Start of SUPPLIED DATA

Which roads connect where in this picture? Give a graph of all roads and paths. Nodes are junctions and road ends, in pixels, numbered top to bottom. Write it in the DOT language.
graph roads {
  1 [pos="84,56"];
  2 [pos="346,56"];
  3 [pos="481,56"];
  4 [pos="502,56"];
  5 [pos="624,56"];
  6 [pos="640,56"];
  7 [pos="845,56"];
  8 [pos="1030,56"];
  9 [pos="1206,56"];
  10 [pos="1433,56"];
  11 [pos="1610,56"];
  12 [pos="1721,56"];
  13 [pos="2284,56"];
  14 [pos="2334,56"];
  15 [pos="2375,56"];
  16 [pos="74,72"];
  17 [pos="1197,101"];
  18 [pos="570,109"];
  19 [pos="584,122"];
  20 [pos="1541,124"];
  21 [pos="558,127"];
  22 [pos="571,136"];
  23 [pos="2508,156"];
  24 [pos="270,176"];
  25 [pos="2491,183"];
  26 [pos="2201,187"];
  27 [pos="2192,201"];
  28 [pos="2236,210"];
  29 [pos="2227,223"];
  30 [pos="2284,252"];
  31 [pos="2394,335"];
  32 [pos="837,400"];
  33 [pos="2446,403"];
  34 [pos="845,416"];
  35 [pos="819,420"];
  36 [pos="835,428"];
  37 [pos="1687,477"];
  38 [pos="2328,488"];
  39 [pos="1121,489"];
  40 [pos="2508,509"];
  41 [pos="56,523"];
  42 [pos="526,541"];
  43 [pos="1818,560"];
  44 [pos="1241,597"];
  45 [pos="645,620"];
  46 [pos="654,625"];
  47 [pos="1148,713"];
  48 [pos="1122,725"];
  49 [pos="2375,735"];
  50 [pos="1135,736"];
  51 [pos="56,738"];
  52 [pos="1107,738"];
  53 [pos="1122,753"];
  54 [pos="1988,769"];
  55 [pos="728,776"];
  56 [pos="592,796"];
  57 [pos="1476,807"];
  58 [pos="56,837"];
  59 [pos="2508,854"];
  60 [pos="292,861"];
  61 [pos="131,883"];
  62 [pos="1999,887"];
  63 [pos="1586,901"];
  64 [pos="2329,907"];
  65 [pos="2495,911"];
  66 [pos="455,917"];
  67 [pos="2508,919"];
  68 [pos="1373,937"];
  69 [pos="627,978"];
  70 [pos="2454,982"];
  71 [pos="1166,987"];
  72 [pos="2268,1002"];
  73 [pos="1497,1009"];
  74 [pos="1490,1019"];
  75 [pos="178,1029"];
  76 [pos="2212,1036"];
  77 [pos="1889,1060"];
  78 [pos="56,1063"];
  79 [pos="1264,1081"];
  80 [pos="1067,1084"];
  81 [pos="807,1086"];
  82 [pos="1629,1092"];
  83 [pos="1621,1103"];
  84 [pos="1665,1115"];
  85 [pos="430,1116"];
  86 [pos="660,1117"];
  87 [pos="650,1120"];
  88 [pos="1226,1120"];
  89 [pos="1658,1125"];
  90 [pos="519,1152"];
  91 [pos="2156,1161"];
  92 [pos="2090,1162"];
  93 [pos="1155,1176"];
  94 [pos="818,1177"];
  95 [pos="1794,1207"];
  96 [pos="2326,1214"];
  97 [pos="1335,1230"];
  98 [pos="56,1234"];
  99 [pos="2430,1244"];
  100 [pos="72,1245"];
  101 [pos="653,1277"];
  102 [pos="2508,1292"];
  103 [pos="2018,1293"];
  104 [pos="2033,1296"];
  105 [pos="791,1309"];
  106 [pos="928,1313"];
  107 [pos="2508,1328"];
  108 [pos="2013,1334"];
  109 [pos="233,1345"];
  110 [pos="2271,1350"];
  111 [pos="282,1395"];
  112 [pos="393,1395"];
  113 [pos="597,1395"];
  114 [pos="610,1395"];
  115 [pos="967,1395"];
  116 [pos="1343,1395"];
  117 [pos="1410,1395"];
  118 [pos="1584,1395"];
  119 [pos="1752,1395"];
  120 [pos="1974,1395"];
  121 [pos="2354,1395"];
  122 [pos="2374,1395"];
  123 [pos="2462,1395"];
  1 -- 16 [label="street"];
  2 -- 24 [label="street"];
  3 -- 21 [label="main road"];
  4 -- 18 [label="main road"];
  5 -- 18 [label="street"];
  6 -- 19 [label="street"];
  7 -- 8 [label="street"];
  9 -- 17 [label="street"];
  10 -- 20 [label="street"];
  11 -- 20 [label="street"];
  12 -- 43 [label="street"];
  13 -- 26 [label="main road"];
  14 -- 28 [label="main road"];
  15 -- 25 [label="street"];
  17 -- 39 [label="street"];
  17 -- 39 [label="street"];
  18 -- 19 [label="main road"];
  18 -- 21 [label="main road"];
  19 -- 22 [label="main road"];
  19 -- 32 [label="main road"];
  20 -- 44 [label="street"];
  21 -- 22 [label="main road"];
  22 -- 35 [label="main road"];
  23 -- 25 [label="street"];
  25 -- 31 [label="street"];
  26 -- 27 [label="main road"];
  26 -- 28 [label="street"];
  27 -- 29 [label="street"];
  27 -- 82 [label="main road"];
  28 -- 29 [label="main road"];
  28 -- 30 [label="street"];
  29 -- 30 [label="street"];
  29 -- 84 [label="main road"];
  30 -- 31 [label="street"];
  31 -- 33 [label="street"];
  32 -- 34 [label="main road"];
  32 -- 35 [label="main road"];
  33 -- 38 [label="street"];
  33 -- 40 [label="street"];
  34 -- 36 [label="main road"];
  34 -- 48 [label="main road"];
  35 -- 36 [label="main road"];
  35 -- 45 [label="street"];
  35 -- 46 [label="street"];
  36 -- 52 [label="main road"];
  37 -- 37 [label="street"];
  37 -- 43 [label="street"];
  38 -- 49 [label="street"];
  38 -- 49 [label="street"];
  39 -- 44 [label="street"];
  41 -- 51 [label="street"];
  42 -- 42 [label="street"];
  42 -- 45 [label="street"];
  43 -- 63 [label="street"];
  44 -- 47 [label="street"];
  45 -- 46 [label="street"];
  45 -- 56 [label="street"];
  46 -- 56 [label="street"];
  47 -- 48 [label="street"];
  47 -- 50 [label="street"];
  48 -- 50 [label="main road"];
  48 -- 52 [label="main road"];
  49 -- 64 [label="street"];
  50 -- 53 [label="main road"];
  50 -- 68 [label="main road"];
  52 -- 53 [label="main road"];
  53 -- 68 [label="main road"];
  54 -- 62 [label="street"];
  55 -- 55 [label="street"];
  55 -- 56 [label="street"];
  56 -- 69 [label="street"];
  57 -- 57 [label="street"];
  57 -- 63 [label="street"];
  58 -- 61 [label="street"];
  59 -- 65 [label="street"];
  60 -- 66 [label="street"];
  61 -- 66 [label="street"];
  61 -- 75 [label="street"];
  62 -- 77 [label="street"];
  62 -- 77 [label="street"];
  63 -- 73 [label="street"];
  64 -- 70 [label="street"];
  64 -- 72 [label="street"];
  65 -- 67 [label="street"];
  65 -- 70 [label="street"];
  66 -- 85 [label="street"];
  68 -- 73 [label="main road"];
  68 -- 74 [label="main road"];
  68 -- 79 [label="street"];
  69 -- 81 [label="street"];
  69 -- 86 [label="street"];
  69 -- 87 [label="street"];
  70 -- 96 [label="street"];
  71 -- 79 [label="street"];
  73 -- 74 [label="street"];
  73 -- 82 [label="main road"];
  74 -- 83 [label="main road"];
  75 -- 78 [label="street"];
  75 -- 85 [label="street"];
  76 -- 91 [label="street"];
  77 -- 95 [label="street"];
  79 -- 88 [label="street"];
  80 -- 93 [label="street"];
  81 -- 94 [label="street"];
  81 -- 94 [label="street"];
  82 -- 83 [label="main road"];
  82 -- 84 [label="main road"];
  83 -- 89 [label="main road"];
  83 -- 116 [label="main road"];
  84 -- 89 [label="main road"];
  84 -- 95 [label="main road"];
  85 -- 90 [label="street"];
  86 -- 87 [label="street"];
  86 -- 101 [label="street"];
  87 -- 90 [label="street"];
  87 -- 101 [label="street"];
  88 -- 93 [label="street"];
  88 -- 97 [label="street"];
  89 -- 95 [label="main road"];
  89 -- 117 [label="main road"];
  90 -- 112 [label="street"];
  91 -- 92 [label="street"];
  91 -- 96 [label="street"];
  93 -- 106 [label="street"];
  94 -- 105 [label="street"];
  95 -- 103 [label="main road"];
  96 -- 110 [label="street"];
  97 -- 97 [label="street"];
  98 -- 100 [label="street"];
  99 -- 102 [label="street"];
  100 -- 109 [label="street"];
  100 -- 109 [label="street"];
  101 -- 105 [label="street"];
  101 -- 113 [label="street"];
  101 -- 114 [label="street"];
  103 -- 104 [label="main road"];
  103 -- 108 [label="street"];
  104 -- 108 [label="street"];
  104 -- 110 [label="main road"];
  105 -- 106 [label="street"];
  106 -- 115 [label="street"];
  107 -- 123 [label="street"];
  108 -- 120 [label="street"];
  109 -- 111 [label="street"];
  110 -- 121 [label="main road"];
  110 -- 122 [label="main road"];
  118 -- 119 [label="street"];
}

End of SUPPLIED DATA

GOAL OF THE EXERCISE: Could you tally the lines in the data that contain the string "roads" and answer with the number alone?

TASK RESULT: 2